All of these can be done on a per-flow basis in userspace now that
we have both the inner and outer header information, which allows
us to both simplify the kernel and take advantage of userspace's
information.  Once tunnel packets are redirected into this code,
the redundant pieces can be removed from other places.

Signed-off-by: Jesse Gross <jesse at nicira.com>
Signed-off-by: Ethan Jackson <ethan at nicira.com>
---
 ofproto/automake.mk |    4 +-
 ofproto/tunnel.c    |  521 +++++++++++++++++++++++++++++++++++++++++++++++++++
 ofproto/tunnel.h    |   46 +++++
 3 files changed, 570 insertions(+), 1 deletion(-)

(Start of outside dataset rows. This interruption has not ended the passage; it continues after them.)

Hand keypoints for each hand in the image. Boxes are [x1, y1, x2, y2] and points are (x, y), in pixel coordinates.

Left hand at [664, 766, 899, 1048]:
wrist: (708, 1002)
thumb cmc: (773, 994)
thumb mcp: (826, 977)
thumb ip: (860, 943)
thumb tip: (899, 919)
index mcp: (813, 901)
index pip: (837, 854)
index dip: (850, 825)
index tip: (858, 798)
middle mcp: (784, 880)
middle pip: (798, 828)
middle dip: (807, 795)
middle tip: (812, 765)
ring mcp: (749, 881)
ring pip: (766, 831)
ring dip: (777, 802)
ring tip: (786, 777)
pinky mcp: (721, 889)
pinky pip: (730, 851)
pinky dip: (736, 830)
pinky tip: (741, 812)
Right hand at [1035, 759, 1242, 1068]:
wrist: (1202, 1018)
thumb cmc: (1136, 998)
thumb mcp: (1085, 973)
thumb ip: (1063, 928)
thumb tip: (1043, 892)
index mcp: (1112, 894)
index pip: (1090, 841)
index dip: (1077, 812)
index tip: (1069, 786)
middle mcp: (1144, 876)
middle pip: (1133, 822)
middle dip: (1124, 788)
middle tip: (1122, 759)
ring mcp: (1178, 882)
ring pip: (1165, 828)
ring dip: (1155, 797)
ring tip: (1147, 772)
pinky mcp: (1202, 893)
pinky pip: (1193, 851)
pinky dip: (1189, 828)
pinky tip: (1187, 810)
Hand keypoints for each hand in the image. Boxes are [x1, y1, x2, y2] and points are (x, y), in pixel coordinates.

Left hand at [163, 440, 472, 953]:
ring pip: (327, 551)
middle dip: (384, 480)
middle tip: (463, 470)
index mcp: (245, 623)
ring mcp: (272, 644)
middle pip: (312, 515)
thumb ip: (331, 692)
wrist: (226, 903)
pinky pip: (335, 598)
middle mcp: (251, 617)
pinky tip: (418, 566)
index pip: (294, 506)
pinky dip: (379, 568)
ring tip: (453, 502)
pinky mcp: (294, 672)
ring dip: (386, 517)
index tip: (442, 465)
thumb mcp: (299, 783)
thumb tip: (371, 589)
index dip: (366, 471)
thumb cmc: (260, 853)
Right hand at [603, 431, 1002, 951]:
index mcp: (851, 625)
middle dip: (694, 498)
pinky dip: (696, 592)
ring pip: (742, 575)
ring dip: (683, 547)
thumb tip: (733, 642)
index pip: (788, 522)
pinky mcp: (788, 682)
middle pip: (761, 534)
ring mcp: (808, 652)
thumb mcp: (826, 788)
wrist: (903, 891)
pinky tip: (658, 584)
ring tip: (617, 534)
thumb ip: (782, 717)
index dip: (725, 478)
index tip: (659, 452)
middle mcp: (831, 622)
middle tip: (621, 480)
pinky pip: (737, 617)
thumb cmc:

 create mode 100644 ofproto/tunnel.c
 create mode 100644 ofproto/tunnel.h

diff --git a/ofproto/automake.mk b/ofproto/automake.mk
index 9088292..69f014f 100644
--- a/ofproto/automake.mk
+++ b/ofproto/automake.mk
@@ -29,6 +29,8 @@ ofproto_libofproto_a_SOURCES = \
 	ofproto/pktbuf.c \
 	ofproto/pktbuf.h \
 	ofproto/pinsched.c \
-	ofproto/pinsched.h
+	ofproto/pinsched.h \
+	ofproto/tunnel.c \
+	ofproto/tunnel.h
 
 MAN_FRAGMENTS += ofproto/ofproto-unixctl.man ofproto/ofproto-dpif-unixctl.man
diff --git a/ofproto/tunnel.c b/ofproto/tunnel.c
new file mode 100644
index 0000000..2e52e22
--- /dev/null
+++ b/ofproto/tunnel.c
@@ -0,0 +1,521 @@
+/* Copyright (c) 2013 Nicira, Inc.
+ *
+ * Licensed under the Apache License, Version 2.0 (the "License");
+ * you may not use this file except in compliance with the License.
+ * You may obtain a copy of the License at:
+ *
+ *     http://www.apache.org/licenses/LICENSE-2.0
+ *
+ * Unless required by applicable law or agreed to in writing, software
+ * distributed under the License is distributed on an "AS IS" BASIS,
+ * WITHOUT WARRANTIES OR CONDITIONS OF ANY KIND, either express or implied.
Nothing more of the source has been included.